Lots of people have been questioning the quality of Watchmen because of that new Nite Owl/Rorschach clip that was released yesterday on the interwebs. But...what people don't seem to understand is that having two guys dressed up in costumes having a conversation about life and friendship...that SHOULD be awkward. It's part of the point. Almost Brechtian maybe? It IS silly and weird and uncomfotable to see two grown men playing dress up.

david, I think in the end you will see how the sheen and gloss is necessary. because of the juxtaposition. and that IS using the medium of film to show something the medium of a comic book cannot. You have the effects! and the explosions! and the slo mo! but rather than being like 'wow, wolverine, you are badass!" we'll be thinking, "this makes me uncomfortable." and that's exactly right. and also exactly why the mainsteam public is most likely NOT going to understand this movie or like it very much.

LoquaciousMuse said...

SCOTT WE JUST WROTE KIND OF THE SAME THING AT THE SAME TIME AND THAT'S AWESOME

Unknown said...

LQ, WE DID and it is.

And I'm with you on the Nite Owl/Rorschach scene.
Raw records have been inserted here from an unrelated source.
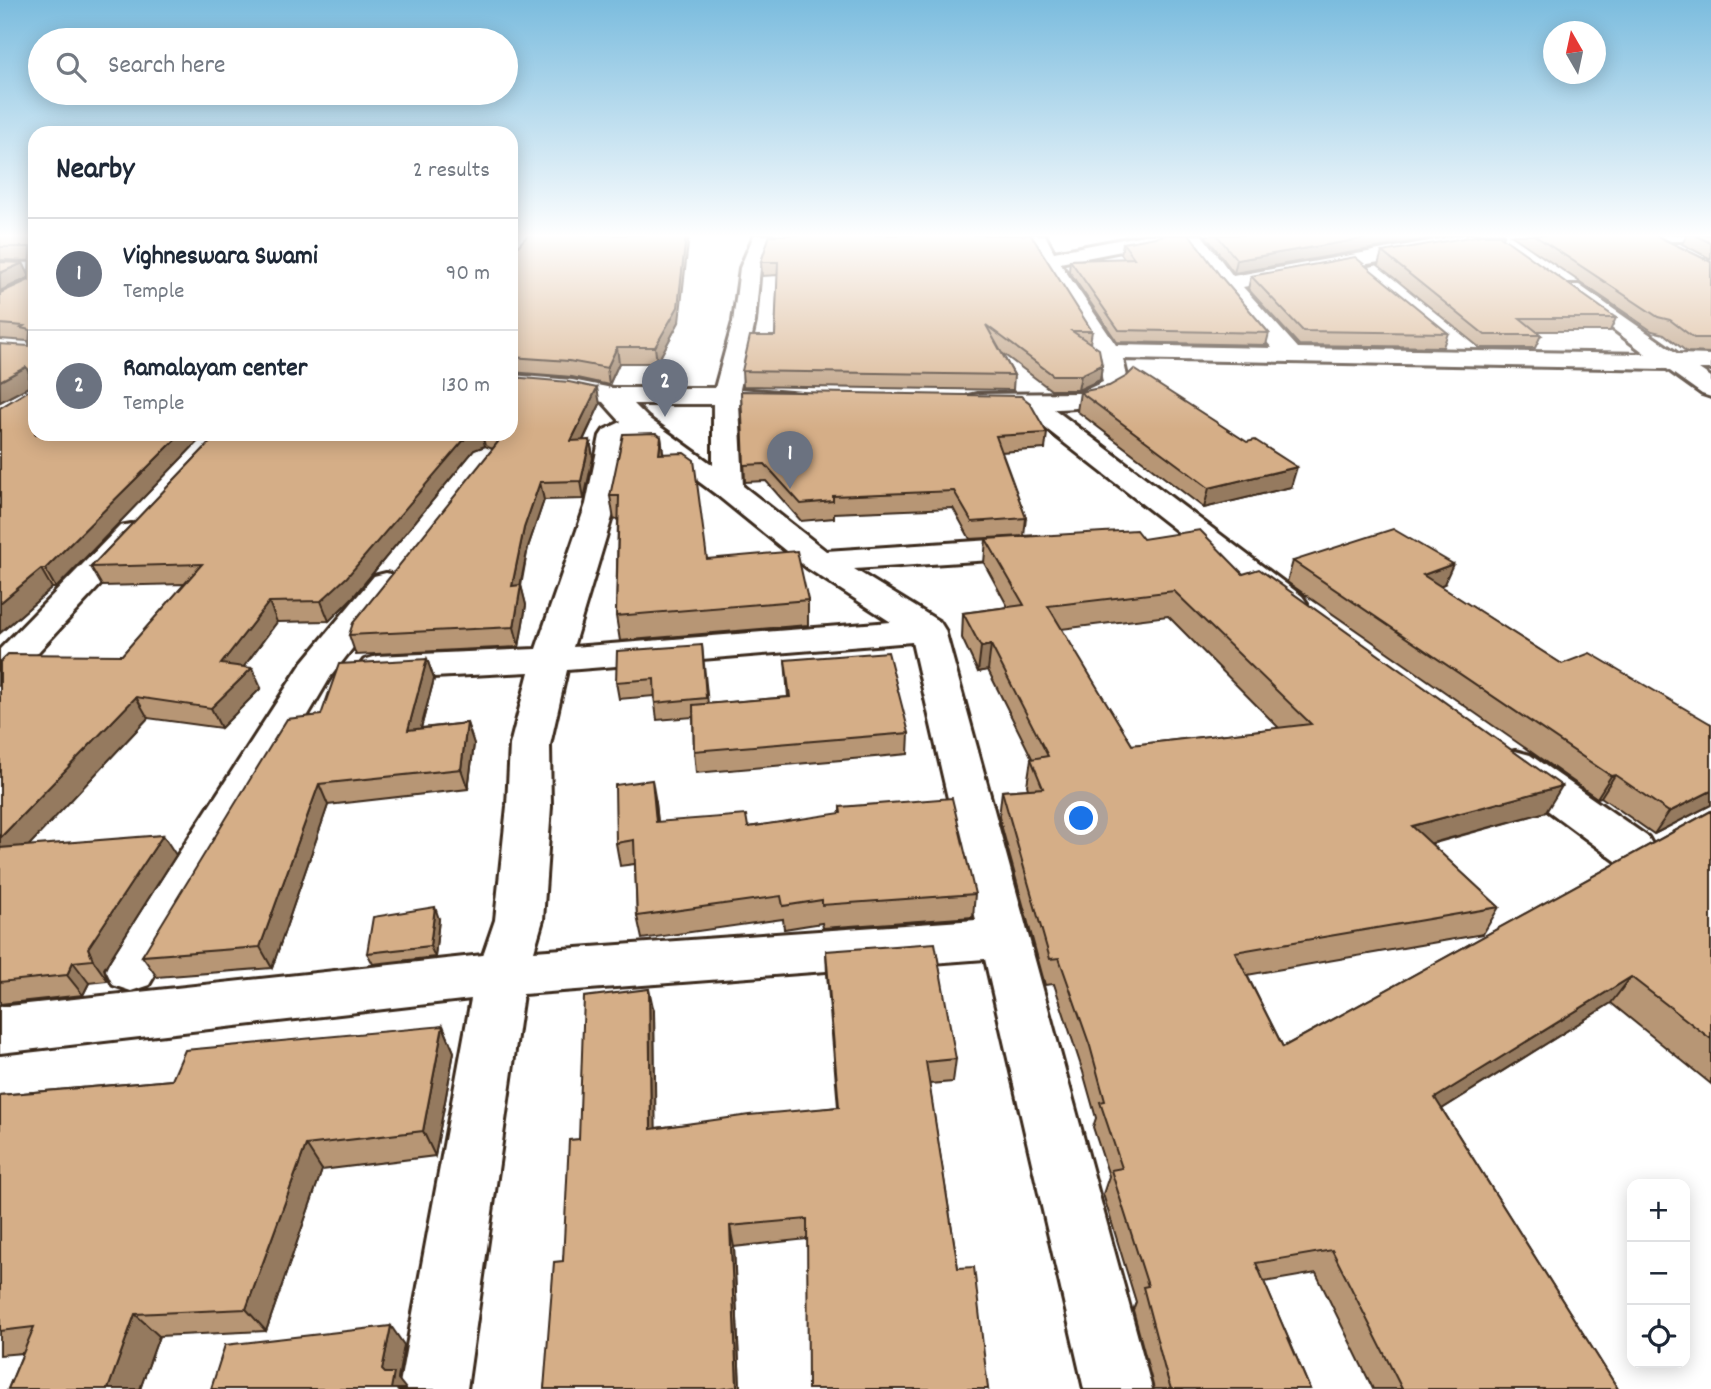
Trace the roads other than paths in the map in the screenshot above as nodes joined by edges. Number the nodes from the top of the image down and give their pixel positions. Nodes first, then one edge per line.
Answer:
1 (747, 300) edge
2 (1075, 300) edge
3 (1242, 300) edge
4 (1588, 300) edge
5 (1452, 340) dead end
6 (1109, 352) junction
7 (1290, 355) junction
8 (1473, 358) junction
9 (1673, 360) junction
10 (1711, 362) edge
11 (518, 384) edge
12 (1711, 389) edge
13 (726, 396) junction
14 (820, 400) edge
15 (951, 402) edge
16 (1028, 402) junction
17 (625, 410) junction
18 (728, 489) junction
19 (150, 513) edge
20 (1201, 537) junction
21 (1160, 540) edge
22 (1065, 546) edge
23 (409, 554) edge
24 (820, 561) junction
25 (1321, 625) edge
26 (927, 630) junction
27 (551, 660) junction
28 (0, 671) edge
29 (315, 671) junction
30 (1487, 745) edge
31 (1632, 849) dead end
32 (1005, 938) junction
33 (131, 970) dead end
34 (501, 974) junction
35 (0, 1030) edge
36 (433, 1389) edge
37 (1118, 1389) edge

1 - 13 street
2 - 6 street
3 - 7 street
4 - 9 street
5 - 8 street
6 - 7 street
6 - 16 street
7 - 8 street
8 - 9 street
9 - 10 street
9 - 12 street
11 - 17 street
13 - 14 street
13 - 17 street
13 - 18 street
15 - 16 street
16 - 20 street
17 - 18 street
17 - 27 street
18 - 24 street
19 - 28 street
20 - 21 street
20 - 25 street
22 - 24 street
23 - 29 street
24 - 26 street
26 - 27 street
26 - 32 street
27 - 29 street
27 - 34 street
29 - 33 street
30 - 31 street
32 - 34 street
32 - 37 street
34 - 35 street
34 - 36 street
People are seriously complaining that it's awkward? It's MEANT to be awkward, it's an awkward scene. What were they expecting?

david said...

um. LQ... i hope i will see the supposed light, though i would implore you to reserve judgment as well. but i think, given his history, you'd have to be on a lethal amount of smack to think that zack snyder of all people has ulterior, subversive motives for his aesthetic tics. that being said, a film's merits cannot be judged by its creator's intentions. so... maybe it will all be a happy accident. but there's nothing uncomfortable about the slow-mo in the jail break-in. nothing intriguing at all about it, it seems. it just seems fetishistic and banal.

SEEMS... at least.

LoquaciousMuse said...

okay, that's it.

david, you best be seeing the movie for the first time with me so when the opening credits play, i can witness you thinking "wow, im amazed and super uncomfortable and would be crying if i was rachel, all at once!"
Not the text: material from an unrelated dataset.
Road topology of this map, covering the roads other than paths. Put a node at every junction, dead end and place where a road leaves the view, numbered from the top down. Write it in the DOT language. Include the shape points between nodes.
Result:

but then we can't speak or interact for the rest of the film cause i couldn't handle it...

and to all seeing watchmen with me at midnight, first show, if you are going to speak during the movie, it will be only be to say "wow" or something of that ilk. anything negative and i'll punch you in your balls and/or ovaries.

david said...

LQ... if this conversation shows anything, it's that... of all the properties in the geek world... watchmen is the one that demands critical thought, that pleads with you to turn off your unconditional geek love and approach it with critical thought... well, at least during the 2nd time you see it.

LoquaciousMuse said...

I promise, the second time I see it I will remove the geek hat and put on the critical thought hat. I just don't like people dissing a movie while it's happening...unless it's valkyrie. or he's just not that into you. or hotel for dogs. something i have nothing invested in.

david said...

2 things.

1.) you have a geek hat?

2.) i wish i had actually invested in any of the movies you just mentioned.

LoquaciousMuse said...

Actually, I do in fact have a geek hat! It's red and says "Frak" on it :)

Not sure what my critical thought hat looks like...but I have a couple of options. Not the Underworld beanie...maybe the Yankees baseball cap? What about the plaid fedora?

EruditeChick said...

I do want to point out that I agree with David that this movie warrants intense discussion and examination, and that of all the sources from which could spring a great adaptation that creates a new level of depth in a genre and utilizes cinema to show a story the way it couldn't be shown before.

I just don't think we should count it out yet.

Teddy Diefenbach said...
This comment has been removed by the author.
Teddy Diefenbach said...

Achievement Unlocked: Comment Mania!
50G
You successfully drew 30 comments from one blog post.

david said...

what was the mysterious comment 31?

and stealth bear, glad i could get some achievements here, cause i've been failing at BRAID'S all effing morning.

LoquaciousMuse said...

Why didn't Kittens Inspired By Kittens get 30 comments?

Teddy Diefenbach said...

LQ, I thought that post read FOR Kittens, Inspired by Kittens. I didn't comment because I didn't think it was meant for non-kittens.

Oh Braid...so, so good. So maddening.